Bey Blades, playing football, building cubbies, playing with sticks, iPads, boyfriends/girlfriends, scooters, playing rugby, lining up after play, moving from one class to another, running on the asphalt, playing on the playground, taking turns, fidget spinners, playing with Lego, playing soccer, handball, taking turns, collaborating in groups, students being challenged with their learning and friendships... The list could go on.
If you haven’t guessed yet, I’ll tell you. This is a list of things that cause issues with, or between our students. Sometimes on a daily basis, and trust me the list could go on!
You are probably looking at the list now and thinking, I can relate to this. The Bey Blades caused an issue with my children this morning before breakfast, my children had an argument playing football after school last night or my children can’t take turns, they fought over who is going to pour the milk first on their cereal, it always turns into an argument.
There is one seemingly obvious solution to fix things that cause issues – Ban it!
Ban things that cause issues… hang on a second. Ban the playground? Ban lining up after play? Ban play? Ban students being challenged with their learning? Ban friendships...?
Is it the playground that causes the issue? Is it playing football that causes the issue? Is it being friends with your friends that cause the issue? Or is it the collaborative skills associated with taking part in the activity? Are the problem solving skills associated with working through a problem still developing?
Banning an activity generally does not solve the problem.
We need to teach students:-
- How to play appropriately
- How to share
- How to take turns
- How to tackle in sport safely
- How to win graciously
- How to lose graciously
- When it is the appropriate time to play with their fidget spinner, iPad or listen to music in class
- How to cope when they find their learning hard.

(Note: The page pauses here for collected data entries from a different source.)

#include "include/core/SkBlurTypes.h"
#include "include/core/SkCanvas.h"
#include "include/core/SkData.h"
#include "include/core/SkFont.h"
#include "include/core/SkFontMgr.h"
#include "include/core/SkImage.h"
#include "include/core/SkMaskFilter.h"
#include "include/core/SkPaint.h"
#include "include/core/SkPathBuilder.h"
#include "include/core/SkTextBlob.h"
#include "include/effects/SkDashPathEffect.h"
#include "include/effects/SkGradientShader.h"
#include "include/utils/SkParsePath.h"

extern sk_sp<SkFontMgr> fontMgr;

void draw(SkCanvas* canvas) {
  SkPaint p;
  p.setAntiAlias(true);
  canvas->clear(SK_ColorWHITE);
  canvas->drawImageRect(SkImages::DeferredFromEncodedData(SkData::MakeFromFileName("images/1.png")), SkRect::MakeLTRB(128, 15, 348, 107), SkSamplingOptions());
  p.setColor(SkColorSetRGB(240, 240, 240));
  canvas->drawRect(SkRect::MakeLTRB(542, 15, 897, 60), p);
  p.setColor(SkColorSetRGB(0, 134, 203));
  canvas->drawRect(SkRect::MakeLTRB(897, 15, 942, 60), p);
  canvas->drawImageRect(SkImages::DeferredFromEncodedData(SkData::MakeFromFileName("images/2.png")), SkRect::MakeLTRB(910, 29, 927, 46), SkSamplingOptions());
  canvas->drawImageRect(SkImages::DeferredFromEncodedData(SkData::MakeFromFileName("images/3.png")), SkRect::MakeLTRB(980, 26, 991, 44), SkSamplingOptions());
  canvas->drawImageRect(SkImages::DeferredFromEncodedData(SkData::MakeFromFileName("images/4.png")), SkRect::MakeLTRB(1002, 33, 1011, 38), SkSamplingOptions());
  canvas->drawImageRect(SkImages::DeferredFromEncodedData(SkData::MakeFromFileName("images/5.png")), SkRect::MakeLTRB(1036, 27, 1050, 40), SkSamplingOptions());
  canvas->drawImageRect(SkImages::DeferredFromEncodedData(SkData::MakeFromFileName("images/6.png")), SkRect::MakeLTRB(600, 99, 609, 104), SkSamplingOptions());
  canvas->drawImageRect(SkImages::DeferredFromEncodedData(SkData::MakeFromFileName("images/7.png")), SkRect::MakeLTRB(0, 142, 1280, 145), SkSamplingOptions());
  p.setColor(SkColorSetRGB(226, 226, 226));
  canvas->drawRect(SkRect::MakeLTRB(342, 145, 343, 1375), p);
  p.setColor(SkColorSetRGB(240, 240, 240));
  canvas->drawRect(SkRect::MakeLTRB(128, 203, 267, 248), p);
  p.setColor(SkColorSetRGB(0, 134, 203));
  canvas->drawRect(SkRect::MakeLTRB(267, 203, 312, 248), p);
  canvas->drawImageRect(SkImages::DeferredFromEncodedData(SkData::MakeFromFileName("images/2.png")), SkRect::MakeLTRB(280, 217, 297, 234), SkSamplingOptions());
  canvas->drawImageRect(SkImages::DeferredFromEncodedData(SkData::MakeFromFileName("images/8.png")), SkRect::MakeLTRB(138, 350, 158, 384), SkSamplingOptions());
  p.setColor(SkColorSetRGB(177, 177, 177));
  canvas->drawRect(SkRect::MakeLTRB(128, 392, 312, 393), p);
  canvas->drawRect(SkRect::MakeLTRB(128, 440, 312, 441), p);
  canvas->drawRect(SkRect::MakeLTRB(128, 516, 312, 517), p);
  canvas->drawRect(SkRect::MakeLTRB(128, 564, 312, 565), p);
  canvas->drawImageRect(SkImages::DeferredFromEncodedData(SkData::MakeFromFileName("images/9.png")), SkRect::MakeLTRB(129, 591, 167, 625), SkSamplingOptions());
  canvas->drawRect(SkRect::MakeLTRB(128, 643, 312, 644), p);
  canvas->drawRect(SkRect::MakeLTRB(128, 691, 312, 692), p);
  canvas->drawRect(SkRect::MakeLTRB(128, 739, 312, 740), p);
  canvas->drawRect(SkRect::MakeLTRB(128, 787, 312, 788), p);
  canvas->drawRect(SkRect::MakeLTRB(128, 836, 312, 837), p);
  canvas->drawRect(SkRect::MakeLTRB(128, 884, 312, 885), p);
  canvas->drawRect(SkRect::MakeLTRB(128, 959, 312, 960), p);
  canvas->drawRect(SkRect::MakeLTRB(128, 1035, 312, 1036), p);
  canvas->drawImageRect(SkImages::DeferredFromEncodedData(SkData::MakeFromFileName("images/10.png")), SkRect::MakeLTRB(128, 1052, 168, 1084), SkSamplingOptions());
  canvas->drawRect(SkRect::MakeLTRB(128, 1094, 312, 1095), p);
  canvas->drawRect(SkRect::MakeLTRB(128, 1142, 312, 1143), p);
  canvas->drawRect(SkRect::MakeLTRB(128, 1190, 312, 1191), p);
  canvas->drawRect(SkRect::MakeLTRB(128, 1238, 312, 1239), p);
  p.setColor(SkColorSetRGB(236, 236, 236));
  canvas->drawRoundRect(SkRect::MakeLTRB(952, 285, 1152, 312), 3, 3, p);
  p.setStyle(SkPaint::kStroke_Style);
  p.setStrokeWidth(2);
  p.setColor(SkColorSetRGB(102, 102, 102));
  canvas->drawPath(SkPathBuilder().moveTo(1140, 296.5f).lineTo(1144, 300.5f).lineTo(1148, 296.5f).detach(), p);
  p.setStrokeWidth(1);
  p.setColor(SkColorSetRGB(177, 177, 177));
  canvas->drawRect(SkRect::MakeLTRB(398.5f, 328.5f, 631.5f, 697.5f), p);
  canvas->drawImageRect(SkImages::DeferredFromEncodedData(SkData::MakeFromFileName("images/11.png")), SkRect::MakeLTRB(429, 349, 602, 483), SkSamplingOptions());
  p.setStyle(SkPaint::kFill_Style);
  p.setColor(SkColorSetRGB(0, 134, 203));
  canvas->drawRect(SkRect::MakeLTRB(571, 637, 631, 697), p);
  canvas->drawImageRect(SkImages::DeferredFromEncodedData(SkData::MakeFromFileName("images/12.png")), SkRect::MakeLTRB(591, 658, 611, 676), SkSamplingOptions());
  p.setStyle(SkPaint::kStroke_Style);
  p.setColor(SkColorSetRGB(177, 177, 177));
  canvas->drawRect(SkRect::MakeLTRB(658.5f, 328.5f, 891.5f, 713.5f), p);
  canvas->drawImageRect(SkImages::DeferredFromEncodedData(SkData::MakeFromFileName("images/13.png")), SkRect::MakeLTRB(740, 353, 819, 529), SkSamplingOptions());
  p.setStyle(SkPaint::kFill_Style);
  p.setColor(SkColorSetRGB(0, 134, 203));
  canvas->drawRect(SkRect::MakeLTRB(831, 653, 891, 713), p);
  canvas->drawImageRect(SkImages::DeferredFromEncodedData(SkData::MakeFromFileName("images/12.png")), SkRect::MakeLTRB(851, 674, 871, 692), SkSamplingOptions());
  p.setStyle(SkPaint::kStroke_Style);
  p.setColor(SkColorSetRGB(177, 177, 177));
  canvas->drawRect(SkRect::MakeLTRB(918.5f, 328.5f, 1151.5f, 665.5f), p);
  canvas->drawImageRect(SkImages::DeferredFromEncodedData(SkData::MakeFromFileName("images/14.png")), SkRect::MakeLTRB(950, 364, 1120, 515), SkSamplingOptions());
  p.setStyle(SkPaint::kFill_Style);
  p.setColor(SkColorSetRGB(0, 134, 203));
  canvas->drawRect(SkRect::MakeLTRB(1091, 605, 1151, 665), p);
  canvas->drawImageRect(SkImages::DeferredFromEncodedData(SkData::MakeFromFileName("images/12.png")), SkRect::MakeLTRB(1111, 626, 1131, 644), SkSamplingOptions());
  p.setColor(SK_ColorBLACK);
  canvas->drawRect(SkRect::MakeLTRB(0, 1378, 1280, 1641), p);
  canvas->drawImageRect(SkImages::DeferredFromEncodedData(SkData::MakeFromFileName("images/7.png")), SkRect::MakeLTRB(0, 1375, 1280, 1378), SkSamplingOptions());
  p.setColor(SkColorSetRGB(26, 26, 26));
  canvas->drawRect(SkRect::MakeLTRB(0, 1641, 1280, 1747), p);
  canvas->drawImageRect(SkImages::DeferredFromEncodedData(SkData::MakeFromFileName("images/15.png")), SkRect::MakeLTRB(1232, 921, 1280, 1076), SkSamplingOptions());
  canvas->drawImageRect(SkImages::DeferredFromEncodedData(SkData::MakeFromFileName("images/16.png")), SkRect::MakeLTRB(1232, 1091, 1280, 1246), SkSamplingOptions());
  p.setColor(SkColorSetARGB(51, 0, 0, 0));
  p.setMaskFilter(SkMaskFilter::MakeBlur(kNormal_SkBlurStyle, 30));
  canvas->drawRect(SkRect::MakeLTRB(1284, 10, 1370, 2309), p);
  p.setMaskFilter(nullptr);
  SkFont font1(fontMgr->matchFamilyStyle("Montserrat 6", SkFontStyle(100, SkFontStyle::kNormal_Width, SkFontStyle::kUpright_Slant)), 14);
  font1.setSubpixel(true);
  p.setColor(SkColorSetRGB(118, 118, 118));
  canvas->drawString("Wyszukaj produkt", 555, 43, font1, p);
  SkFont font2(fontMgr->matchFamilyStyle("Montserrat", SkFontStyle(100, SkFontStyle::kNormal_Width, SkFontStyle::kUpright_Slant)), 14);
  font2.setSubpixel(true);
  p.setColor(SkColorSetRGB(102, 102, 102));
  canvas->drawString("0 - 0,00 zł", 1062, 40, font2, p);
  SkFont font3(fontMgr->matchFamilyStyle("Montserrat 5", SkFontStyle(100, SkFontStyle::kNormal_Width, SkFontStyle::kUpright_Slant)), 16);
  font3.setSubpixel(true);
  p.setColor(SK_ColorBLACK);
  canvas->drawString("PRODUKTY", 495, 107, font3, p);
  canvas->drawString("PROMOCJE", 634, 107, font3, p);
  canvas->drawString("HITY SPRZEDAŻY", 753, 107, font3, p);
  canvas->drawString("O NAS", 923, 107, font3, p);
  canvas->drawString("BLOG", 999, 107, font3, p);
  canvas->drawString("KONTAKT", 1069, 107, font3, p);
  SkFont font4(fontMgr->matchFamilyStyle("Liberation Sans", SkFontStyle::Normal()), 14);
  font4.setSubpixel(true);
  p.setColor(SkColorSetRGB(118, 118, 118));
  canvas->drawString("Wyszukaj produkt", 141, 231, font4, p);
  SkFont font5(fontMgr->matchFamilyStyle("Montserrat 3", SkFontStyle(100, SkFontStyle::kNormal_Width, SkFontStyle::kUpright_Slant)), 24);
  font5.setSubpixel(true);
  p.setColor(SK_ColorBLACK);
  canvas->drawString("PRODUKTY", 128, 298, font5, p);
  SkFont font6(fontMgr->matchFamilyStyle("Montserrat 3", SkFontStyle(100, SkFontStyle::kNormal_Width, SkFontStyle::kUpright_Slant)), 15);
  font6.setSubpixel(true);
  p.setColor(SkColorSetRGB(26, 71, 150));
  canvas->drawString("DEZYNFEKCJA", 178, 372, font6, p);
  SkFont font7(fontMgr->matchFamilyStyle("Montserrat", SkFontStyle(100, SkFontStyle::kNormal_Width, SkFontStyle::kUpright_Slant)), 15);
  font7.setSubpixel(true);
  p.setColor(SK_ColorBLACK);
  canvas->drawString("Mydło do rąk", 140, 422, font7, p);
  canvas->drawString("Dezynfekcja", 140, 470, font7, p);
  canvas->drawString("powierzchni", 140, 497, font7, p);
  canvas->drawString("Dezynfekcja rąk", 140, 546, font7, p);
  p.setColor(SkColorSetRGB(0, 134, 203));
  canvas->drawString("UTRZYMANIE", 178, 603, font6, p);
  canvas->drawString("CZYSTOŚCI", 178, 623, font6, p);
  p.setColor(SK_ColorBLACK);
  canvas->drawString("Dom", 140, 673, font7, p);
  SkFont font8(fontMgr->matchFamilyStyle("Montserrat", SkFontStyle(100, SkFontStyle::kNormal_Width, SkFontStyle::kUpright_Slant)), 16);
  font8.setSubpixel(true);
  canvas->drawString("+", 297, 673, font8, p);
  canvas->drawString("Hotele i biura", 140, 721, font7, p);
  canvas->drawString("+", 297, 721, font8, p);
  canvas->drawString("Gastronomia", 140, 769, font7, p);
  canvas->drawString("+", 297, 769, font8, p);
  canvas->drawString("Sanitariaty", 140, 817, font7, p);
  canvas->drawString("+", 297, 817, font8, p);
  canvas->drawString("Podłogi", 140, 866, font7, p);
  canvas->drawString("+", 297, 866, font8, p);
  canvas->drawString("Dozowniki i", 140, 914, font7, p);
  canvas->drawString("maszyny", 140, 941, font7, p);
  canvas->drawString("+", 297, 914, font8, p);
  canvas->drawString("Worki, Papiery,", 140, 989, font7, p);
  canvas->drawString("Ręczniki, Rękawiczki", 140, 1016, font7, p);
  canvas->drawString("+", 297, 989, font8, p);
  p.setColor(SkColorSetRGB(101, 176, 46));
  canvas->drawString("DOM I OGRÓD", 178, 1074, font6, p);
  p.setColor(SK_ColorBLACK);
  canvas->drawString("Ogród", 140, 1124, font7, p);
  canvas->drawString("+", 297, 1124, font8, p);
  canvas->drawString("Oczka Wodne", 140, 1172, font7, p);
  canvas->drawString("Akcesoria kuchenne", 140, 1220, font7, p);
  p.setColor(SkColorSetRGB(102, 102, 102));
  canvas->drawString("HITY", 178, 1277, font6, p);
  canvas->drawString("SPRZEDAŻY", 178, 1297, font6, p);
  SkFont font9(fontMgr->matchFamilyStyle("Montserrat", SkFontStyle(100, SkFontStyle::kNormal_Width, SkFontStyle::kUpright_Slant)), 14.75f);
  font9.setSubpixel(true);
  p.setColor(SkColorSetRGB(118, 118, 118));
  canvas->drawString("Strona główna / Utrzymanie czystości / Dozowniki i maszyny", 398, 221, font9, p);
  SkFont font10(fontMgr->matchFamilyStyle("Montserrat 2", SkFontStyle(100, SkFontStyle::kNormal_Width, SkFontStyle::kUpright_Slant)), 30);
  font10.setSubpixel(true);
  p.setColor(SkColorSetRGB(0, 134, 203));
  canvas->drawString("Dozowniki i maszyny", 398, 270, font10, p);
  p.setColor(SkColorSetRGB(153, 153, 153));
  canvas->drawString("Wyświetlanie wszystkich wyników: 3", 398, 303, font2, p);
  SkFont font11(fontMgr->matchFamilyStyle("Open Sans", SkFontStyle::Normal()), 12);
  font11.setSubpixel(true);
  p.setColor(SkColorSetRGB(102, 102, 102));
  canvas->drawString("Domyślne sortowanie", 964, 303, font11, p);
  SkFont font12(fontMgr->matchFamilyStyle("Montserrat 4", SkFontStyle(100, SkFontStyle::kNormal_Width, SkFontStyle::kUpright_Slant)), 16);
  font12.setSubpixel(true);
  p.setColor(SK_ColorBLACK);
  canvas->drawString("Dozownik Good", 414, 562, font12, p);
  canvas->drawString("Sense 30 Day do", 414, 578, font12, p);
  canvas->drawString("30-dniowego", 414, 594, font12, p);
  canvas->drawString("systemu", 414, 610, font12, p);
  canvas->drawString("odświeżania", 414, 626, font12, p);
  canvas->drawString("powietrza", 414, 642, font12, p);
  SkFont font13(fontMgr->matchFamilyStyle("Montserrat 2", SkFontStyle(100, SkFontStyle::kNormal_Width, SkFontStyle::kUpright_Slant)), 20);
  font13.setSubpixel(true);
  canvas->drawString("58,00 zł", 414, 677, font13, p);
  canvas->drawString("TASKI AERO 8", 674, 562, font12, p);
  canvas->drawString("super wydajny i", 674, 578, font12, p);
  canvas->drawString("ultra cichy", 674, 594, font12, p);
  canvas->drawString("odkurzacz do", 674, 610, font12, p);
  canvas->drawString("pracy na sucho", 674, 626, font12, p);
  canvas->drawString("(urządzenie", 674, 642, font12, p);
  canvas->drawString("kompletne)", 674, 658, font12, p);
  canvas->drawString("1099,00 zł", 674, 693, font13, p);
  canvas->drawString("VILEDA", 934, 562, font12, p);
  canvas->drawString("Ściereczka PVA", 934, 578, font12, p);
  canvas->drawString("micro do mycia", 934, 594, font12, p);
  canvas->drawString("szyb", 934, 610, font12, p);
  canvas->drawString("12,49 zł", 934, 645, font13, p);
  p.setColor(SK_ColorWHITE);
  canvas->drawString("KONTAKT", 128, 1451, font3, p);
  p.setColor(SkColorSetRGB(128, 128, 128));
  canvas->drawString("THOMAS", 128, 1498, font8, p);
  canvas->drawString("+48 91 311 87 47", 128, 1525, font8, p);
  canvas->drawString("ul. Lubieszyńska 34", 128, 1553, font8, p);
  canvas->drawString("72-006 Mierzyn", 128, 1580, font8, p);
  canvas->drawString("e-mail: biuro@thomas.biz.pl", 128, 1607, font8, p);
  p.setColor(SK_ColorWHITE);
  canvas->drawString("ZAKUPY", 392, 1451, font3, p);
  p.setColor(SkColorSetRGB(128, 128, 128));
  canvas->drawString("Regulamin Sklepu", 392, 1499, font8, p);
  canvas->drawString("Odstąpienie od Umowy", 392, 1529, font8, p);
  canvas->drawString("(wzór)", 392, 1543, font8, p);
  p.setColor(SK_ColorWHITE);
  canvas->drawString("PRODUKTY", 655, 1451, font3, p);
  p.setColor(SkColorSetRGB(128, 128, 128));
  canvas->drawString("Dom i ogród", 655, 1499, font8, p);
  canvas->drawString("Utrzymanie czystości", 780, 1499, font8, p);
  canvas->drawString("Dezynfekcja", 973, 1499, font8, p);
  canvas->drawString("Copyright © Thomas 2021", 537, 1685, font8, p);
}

How to treat their friends and others with respect
Some Problem Solving skills and strategies:
- Clarify the problem
- Listen to the other person’s perspective
- Stay calm and speak respectfully towards each other - wait until all people involved are calm
- Use prior knowledge – what have you done in the past that enabled you to be successful
- Solve one part of the problem at a time
- Roll play the problem – it helps people to visualise the problem and eliminate misunderstandings or misconceptions
- Put yourself in the other person’s shoes – how are they feeling?
- Work with the facts, avoid making assumptions
- Take responsibility for your actions. Identify what you could have done or could do differently next time
For our students, everything that causes an issue should be looked at as a learning opportunity. Throughout their lives, students will be constantly put in situations that they find challenging.
Our job as educators and parents is to equip students with the skills and strategies to be able to collaborate effectively and to work through a problem successfully.